Tornado Watch Coming Shortly For The Southeastern Parts Of Central Alabama
Latest Mesoscale Discussion from the Storm Prediction Center…
SUMMARY
Increasing thunderstorm development is expected through daybreak and beyond, which may be accompanied by increasing potential to produce tornadoes and/or locally damaging wind gusts. A watch probably will be needed within the next couple of hours.
DISCUSSION
Broadly anticyclonic mid-level flow persists across much of the Southeast, but models suggest that a gradual transition toward a cyclonic regime may commence by 12-15Z as far east as the eastern Gulf States, as positively tilted large-scale upstream troughing takes on a more neutral tilt. In response to ongoing embedded short wave developments, elongated surface troughing now approaching the Appalachians is forecast to deepen through daybreak and beyond. By 6:00 am this morning, strongest surface pressure falls may become focused along an axis across southeast Alabama through into the immediate lee of the southern Appalachians. It appears that this will be accompanied by strengthening southerly low-level flow, including within a fairly broad jet around 850 MB (to 50-60+ kt) across much of southern/eastern Alabama, the Florida Panhandle, and Georgia into the western Carolinas.
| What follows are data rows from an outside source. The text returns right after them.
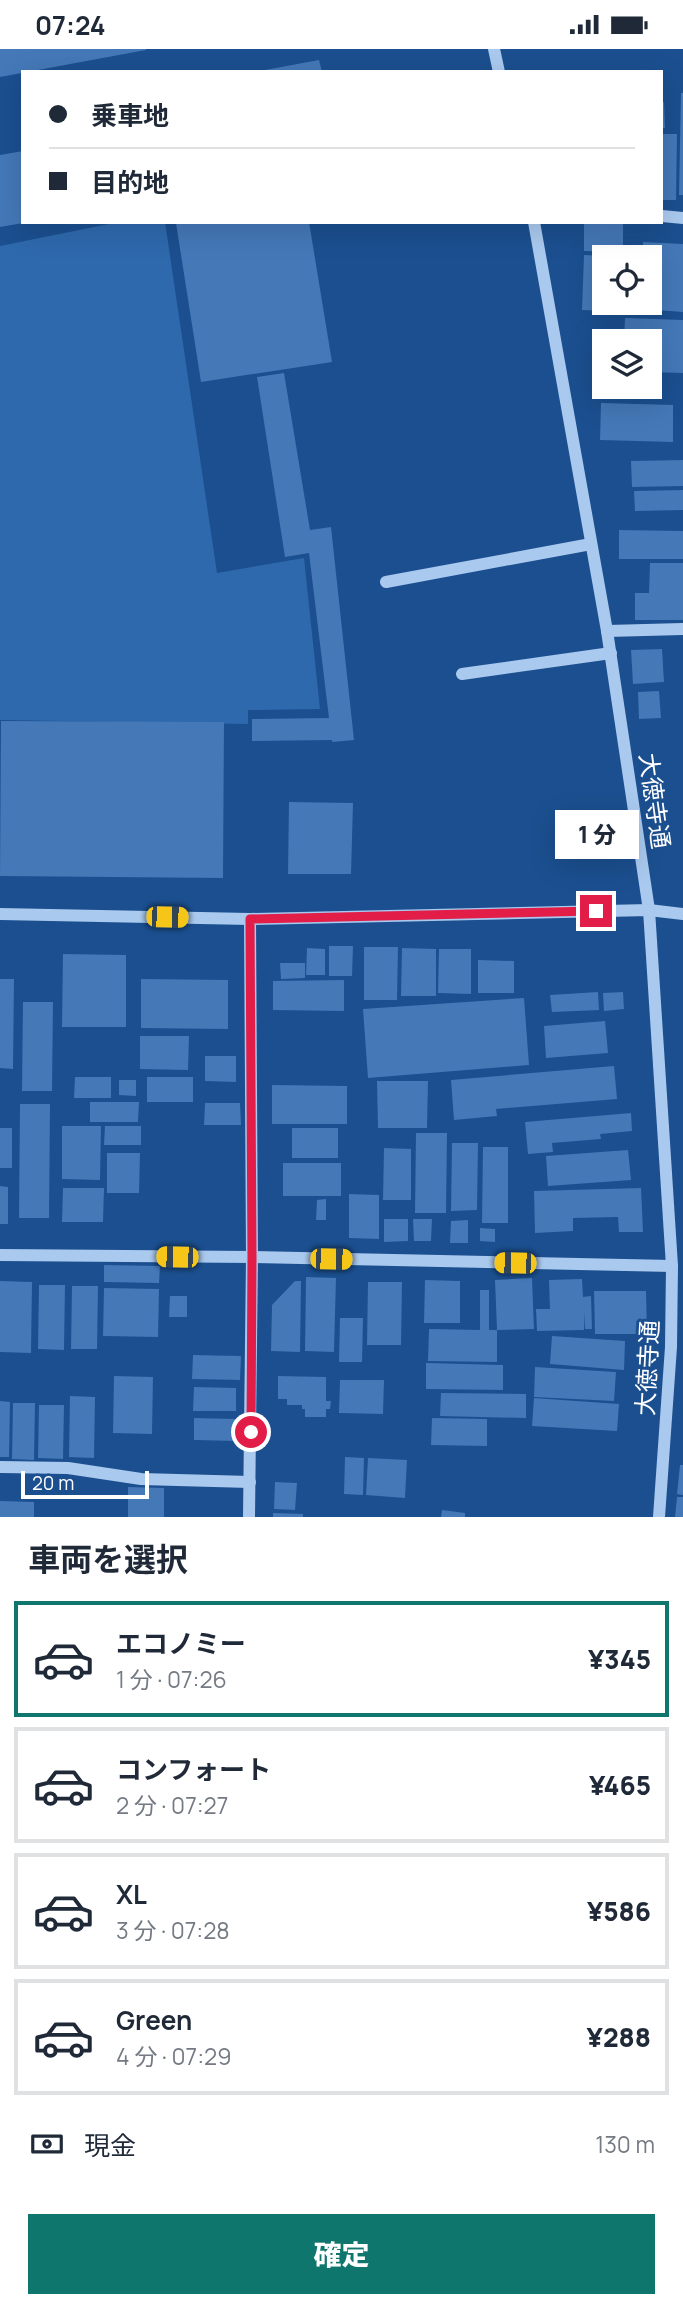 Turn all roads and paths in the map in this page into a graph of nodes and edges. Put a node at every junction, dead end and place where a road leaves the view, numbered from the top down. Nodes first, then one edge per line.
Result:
1 (494, 49) edge
2 (499, 70) edge
3 (663, 216) edge
4 (683, 218) edge
5 (534, 224) edge
6 (591, 544) junction
7 (386, 582) dead end
8 (683, 629) edge
9 (607, 631) junction
10 (611, 653) junction
11 (462, 674) dead end
12 (649, 910) junction
13 (0, 914) edge
14 (683, 914) edge
15 (250, 919) junction
16 (0, 1255) edge
17 (252, 1257) junction
18 (673, 1266) junction
19 (0, 1467) edge
20 (250, 1482) junction
21 (249, 1517) edge
22 (659, 1517) edge

1 - 2 street
3 - 4 street
5 - 6 street, 大徳寺通
6 - 7 street
6 - 9 street, 大徳寺通
8 - 9 street
9 - 10 street, 大徳寺通
10 - 11 street
10 - 12 street, 大徳寺通
12 - 14 street
12 - 15 street
12 - 18 street, 大徳寺通
13 - 15 street
15 - 17 street
16 - 17 street
17 - 18 street
17 - 20 street
18 - 22 street, 大徳寺通
19 - 20 street
20 - 21 street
Where this regime overlies the moist warm sector (characterized by surface dew points of 65-70+ F), an increase in mostly discrete thunderstorm development appears possible initially, aided by forcing for ascent associated with low-level warm advection. A weak warm front currently extending across south central through southeast Alabama has been a focus for enhanced low-level shear and isolated convective development the past few hours. If this boundary persists, models are suggestive that it may shift northeastward ahead of the eastward advancing cold front, and extend along a corridor across east-central Alabama, southward along or just east of the southern Georgia/Alabama state border area by 6:00 am. Regardless, as low-level hodographs enlarge beneath the strengthening 850 MB jet, the environment may become increasingly conducive to supercells which could become capable of producing tornadoes, within the warm sector across southeastern Alabama and the Florida Panhandle.
With regard to the more extensive ongoing convection, aided by forcing along the cold front across southeastern Mississippi into west-central Alabama, and pre-frontal warm advection across north-central/northeast Alabama, activity may tend to become increasingly undercut by cool convective outflow or post-frontal air. As it does any associated severe weather potential probably will diminish.